Potencial de aplicação a novas áreas do conhecimento florestal

A solução foi avaliada em termos de usabilidade e aceitação da tecnologia, numa parcela especificamente gerida para treino em gestão florestal (na Suíça), por especialistas do sector florestal, com diferentes perfis (técnico de inventário florestal, proprietário e investigador) e experiências. Procedeu-se a uma avaliação individual e a uma discussão conjunta sobre melhorias, limitações e potencial de aplicações.

Em geral, a avaliação foi positiva, mas foram identificadas algumas limitações e sugestões, como a necessidade de corrigir as perdas de rastreamento que levam o conteúdo virtual a desalinhar-se da imagem real ou a adição de sons (sons de aves, por exemplo) que possam melhorar a experiência de imersão.

Como a metodologia aplicada no HoloFlora é adaptável, a realidade mista foi vista como uma nova forma para abordar outros desafios do sector, além dos micro-habitats presentes nas árvores.

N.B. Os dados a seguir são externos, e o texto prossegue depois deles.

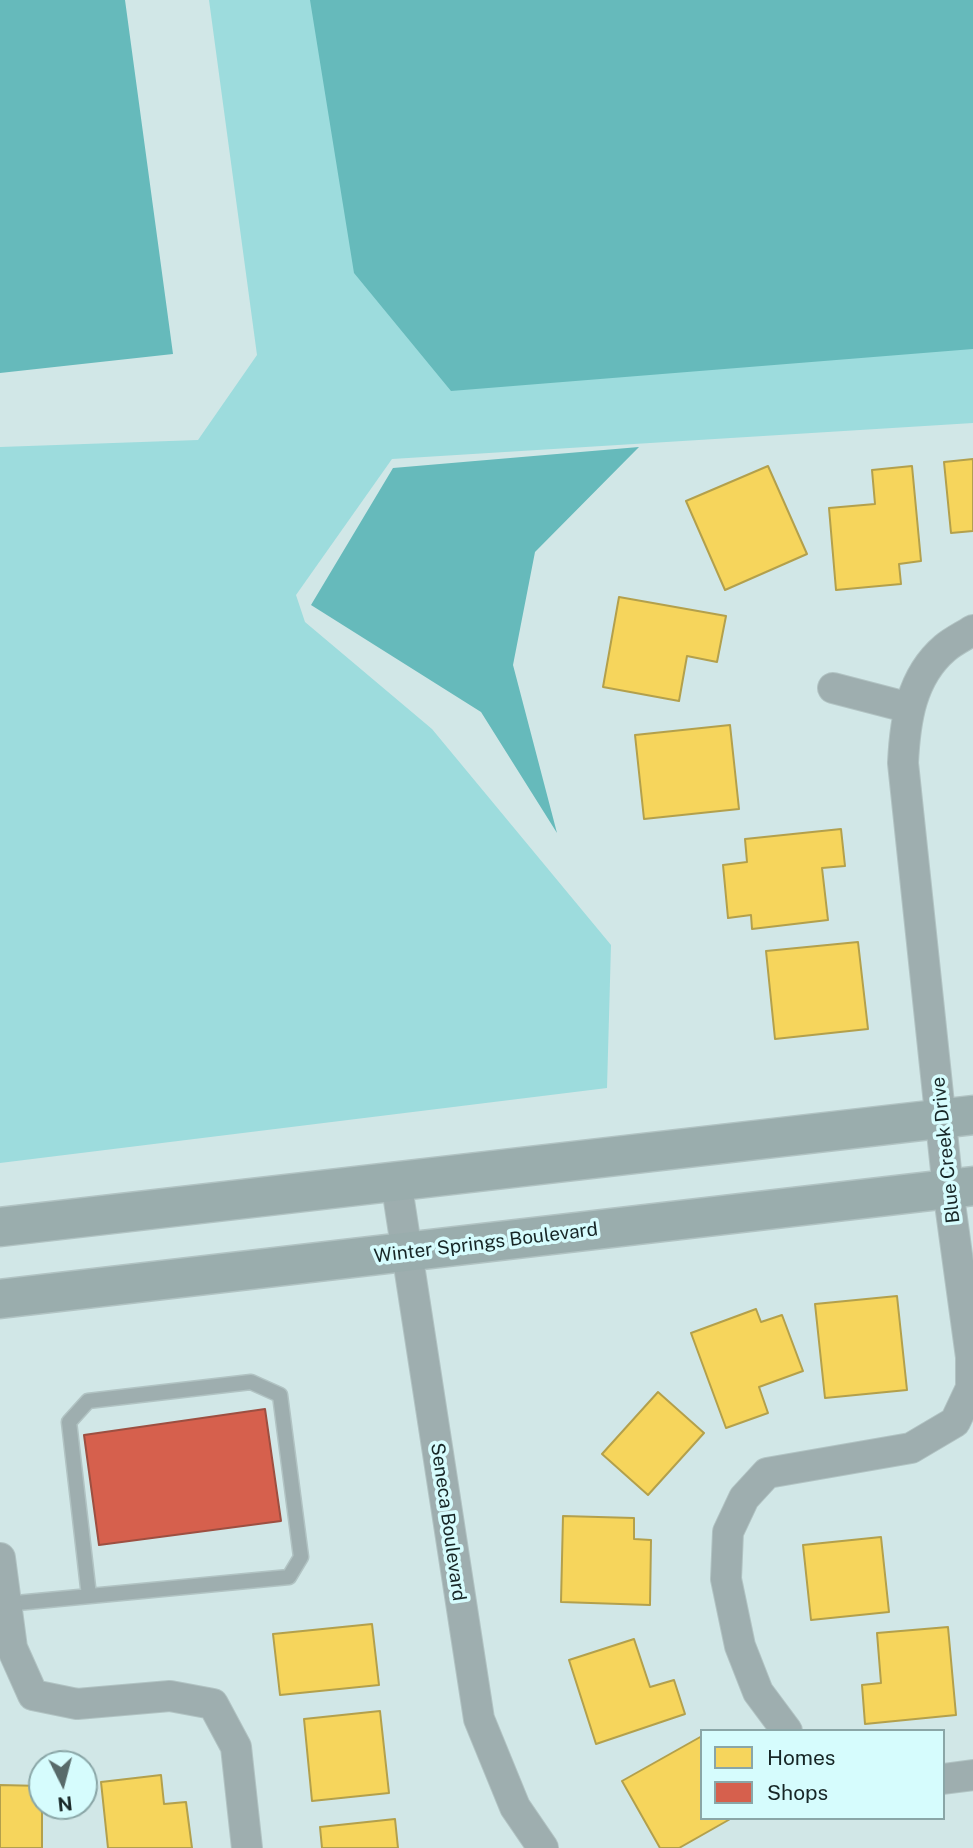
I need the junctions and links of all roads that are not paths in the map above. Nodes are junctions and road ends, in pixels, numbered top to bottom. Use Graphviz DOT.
graph roads {
  1 [pos="973,630"];
  2 [pos="833,688"];
  3 [pos="910,708"];
  4 [pos="958,1117"];
  5 [pos="396,1181"];
  6 [pos="961,1187"];
  7 [pos="0,1227"];
  8 [pos="407,1252"];
  9 [pos="0,1299"];
  10 [pos="0,1558"];
  11 [pos="89,1596"];
  12 [pos="6,1604"];
  13 [pos="786,1729"];
  14 [pos="973,1775"];
  15 [pos="945,1779"];
  16 [pos="247,1848"];
  17 [pos="543,1848"];
  1 -- 3 [label="street, Blue Creek Drive"];
  2 -- 3 [label="street"];
  3 -- 4 [label="street, Blue Creek Drive"];
  4 -- 5 [label="street"];
  4 -- 6 [label="street, Blue Creek Drive"];
  5 -- 7 [label="street"];
  5 -- 8 [label="street, Seneca Boulevard"];
  6 -- 8 [label="street, Winter Springs Boulevard"];
  6 -- 13 [label="street, Blue Creek Drive"];
  8 -- 9 [label="street, Winter Springs Boulevard"];
  8 -- 17 [label="street, Seneca Boulevard"];
  10 -- 12 [label="street"];
  11 -- 11 [label="lane"];
  11 -- 12 [label="lane"];
  12 -- 16 [label="street"];
  14 -- 15 [label="street"];
}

Entre eles, destacam-se:

  • Melhoria da informação de inventário florestal: visualizar dados de inventário florestal anteriores, ajudando a reduzir o viés do observador e a melhorar a compreensão sobre a evolução da floresta. Neste caso, as imagens ou nuvens de pontos de inventários anteriores poderiam ser implementadas em dispositivos de visualização acessíveis, como tablets.
  • Sensibilização e educação ambiental (entretenimento): criar guias florestais interativos que aumentem a consciencialização pública sobre os ecossistemas florestais e a perda de biodiversidade. Grandes nuvens de pontos obtidas através de varredura a laser móvel poderiam ser integradas com telemóveis, para proporcionar uma experiência imersiva acessível a um público mais amplo.
  • Tomada de decisões na gestão florestal: uma aplicação de realidade mista poderia recriar uma réplica digital da floresta para facilitar a colaboração entre profissionais que se encontram em campo e no escritório. Quem está à distância poderia obter uma visualização de áreas específicas da floresta e interagir com dados remotos – de sensores terrestres e aéreos – para guiar quem está em campo para locais, tarefas ou registos específicos.

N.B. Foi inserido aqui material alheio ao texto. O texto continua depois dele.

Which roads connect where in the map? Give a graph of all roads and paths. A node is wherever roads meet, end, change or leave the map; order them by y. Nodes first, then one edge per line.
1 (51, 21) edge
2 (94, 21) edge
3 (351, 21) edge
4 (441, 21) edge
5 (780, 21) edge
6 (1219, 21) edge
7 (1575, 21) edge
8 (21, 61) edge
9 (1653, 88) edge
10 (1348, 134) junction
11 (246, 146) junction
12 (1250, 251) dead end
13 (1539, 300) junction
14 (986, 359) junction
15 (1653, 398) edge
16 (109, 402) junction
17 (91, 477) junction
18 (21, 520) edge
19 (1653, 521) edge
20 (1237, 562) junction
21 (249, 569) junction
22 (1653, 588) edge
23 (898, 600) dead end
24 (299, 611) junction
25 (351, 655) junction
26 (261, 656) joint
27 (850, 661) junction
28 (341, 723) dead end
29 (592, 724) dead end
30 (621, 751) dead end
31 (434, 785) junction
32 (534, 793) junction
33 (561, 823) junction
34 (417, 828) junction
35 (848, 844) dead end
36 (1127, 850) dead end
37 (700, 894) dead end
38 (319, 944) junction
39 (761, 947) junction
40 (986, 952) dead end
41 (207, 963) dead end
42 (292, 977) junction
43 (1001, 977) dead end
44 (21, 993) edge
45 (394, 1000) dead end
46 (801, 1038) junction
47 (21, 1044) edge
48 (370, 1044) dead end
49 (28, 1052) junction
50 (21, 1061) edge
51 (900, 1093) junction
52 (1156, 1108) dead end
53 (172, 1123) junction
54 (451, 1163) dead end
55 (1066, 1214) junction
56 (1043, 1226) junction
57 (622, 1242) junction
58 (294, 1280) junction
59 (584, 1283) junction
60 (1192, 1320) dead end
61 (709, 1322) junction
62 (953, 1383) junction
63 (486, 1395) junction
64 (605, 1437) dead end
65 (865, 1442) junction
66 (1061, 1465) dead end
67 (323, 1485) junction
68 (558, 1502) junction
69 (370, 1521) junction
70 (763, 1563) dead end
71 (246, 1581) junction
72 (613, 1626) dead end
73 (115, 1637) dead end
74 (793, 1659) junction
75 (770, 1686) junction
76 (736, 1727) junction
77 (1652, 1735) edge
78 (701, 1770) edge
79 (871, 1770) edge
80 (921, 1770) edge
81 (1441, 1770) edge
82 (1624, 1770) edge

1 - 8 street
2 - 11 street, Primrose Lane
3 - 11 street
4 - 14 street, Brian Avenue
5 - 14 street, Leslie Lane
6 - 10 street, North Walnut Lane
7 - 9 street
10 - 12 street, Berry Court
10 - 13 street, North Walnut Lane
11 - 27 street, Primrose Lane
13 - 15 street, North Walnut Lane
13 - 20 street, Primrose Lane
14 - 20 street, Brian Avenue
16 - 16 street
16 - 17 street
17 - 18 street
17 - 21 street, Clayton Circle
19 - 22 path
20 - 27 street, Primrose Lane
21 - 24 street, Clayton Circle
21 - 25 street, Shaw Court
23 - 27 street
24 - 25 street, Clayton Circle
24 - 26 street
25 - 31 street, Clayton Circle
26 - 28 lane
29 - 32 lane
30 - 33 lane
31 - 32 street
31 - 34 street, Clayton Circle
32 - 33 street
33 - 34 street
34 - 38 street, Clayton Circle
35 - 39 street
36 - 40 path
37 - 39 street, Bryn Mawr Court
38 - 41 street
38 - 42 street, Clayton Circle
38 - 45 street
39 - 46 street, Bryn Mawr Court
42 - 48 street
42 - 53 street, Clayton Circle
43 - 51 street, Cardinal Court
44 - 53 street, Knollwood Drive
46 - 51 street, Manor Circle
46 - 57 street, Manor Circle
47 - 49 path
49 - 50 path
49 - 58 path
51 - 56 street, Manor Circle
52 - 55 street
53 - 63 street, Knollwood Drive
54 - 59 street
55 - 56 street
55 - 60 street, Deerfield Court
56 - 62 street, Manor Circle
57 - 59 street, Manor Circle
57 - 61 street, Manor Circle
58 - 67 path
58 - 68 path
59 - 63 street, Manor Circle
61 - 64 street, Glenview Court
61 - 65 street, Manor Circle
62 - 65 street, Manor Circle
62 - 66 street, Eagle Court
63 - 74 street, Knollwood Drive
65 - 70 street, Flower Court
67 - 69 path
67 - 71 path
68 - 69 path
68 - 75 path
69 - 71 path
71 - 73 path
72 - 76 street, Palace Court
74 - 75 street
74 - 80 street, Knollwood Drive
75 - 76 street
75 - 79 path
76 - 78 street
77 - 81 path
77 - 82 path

Como sublinham os investigadores na sua conclusão, a aposta na realidade mista poderá contribuir para melhorar a capacidade de conhecer, compreender e apreciar os processos e ecossistemas que integram a floresta, incluindo aqueles que não se veem a olho nu. “Esta compreensão mais profunda poderia fomentar um apoio público mais forte para a gestão florestal sustentável e esforços mais amplos para combater a perda de biodiversidade (…)”.